> **DIRECTIONS**:
In how many lines of the records does the string "Железняки" appear? State only the number.

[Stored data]
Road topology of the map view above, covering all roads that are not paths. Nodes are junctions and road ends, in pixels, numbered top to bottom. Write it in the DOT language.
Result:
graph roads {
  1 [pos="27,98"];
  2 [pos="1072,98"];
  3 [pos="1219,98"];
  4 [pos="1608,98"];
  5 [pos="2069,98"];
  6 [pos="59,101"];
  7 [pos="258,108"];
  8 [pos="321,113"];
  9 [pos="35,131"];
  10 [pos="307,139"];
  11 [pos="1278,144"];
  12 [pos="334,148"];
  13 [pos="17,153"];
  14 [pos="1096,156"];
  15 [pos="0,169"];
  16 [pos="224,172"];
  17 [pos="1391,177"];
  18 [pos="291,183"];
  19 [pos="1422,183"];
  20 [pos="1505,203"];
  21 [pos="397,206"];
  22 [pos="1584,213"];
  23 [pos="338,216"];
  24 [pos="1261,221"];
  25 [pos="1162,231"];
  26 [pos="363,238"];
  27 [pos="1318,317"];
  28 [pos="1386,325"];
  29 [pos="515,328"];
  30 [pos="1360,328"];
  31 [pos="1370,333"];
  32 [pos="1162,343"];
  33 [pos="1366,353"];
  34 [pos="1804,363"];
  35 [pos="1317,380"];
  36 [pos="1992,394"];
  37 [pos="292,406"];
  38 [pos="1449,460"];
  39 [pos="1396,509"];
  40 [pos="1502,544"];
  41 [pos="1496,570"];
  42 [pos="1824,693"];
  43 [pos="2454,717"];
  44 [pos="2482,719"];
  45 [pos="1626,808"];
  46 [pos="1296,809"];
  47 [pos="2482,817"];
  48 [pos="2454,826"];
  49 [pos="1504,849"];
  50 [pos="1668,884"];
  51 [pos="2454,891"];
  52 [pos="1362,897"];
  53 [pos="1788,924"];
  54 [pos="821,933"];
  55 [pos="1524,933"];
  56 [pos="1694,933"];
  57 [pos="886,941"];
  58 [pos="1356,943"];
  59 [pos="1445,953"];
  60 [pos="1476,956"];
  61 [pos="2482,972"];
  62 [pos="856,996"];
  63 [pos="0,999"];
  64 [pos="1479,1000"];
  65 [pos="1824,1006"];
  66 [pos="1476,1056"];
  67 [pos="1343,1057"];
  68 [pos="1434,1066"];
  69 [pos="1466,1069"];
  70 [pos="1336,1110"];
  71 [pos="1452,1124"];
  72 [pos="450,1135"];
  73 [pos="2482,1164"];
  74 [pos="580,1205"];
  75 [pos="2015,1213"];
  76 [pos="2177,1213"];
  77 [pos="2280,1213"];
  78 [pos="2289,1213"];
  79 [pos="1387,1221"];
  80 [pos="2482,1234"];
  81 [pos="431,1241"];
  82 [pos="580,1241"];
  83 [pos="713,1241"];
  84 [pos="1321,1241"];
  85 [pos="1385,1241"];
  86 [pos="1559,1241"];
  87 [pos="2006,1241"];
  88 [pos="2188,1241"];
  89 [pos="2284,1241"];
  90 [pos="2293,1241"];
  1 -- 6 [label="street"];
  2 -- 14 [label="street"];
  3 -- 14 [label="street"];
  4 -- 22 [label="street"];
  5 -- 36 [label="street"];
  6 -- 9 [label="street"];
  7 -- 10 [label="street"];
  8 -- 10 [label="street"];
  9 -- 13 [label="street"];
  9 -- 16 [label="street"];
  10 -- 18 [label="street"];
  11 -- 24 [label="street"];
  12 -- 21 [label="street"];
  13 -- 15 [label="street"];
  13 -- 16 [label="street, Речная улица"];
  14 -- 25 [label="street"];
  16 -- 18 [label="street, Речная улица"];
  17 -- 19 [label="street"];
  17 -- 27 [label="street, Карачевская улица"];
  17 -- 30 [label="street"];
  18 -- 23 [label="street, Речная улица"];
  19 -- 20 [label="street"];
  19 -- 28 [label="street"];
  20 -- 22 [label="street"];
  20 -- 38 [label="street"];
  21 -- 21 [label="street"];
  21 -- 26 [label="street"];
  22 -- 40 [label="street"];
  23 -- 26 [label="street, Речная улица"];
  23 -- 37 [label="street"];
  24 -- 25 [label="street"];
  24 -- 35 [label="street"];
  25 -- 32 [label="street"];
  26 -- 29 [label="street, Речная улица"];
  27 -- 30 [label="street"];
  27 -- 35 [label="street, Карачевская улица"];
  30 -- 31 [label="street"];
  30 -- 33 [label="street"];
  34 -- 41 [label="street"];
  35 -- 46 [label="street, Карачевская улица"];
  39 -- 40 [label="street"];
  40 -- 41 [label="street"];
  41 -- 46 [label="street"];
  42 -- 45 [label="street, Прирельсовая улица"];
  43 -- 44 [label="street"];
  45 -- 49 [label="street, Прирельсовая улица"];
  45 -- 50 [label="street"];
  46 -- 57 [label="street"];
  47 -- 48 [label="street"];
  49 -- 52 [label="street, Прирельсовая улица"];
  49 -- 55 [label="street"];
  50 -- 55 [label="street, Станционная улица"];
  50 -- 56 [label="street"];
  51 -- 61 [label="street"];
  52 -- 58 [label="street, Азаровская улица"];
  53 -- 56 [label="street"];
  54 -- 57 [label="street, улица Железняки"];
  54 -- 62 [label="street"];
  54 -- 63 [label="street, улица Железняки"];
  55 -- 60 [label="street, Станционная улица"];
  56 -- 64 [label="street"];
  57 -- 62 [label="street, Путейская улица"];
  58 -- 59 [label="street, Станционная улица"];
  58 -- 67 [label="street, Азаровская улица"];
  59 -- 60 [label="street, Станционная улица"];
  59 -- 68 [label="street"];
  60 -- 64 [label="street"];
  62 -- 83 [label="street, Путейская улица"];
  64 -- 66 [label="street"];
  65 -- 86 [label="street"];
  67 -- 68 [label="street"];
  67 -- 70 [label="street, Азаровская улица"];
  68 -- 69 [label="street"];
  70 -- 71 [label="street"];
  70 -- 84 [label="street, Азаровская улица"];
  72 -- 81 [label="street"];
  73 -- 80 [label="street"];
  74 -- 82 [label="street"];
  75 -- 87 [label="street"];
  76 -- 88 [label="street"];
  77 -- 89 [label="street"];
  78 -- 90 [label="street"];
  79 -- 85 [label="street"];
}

> **TASK ANSWER**:
2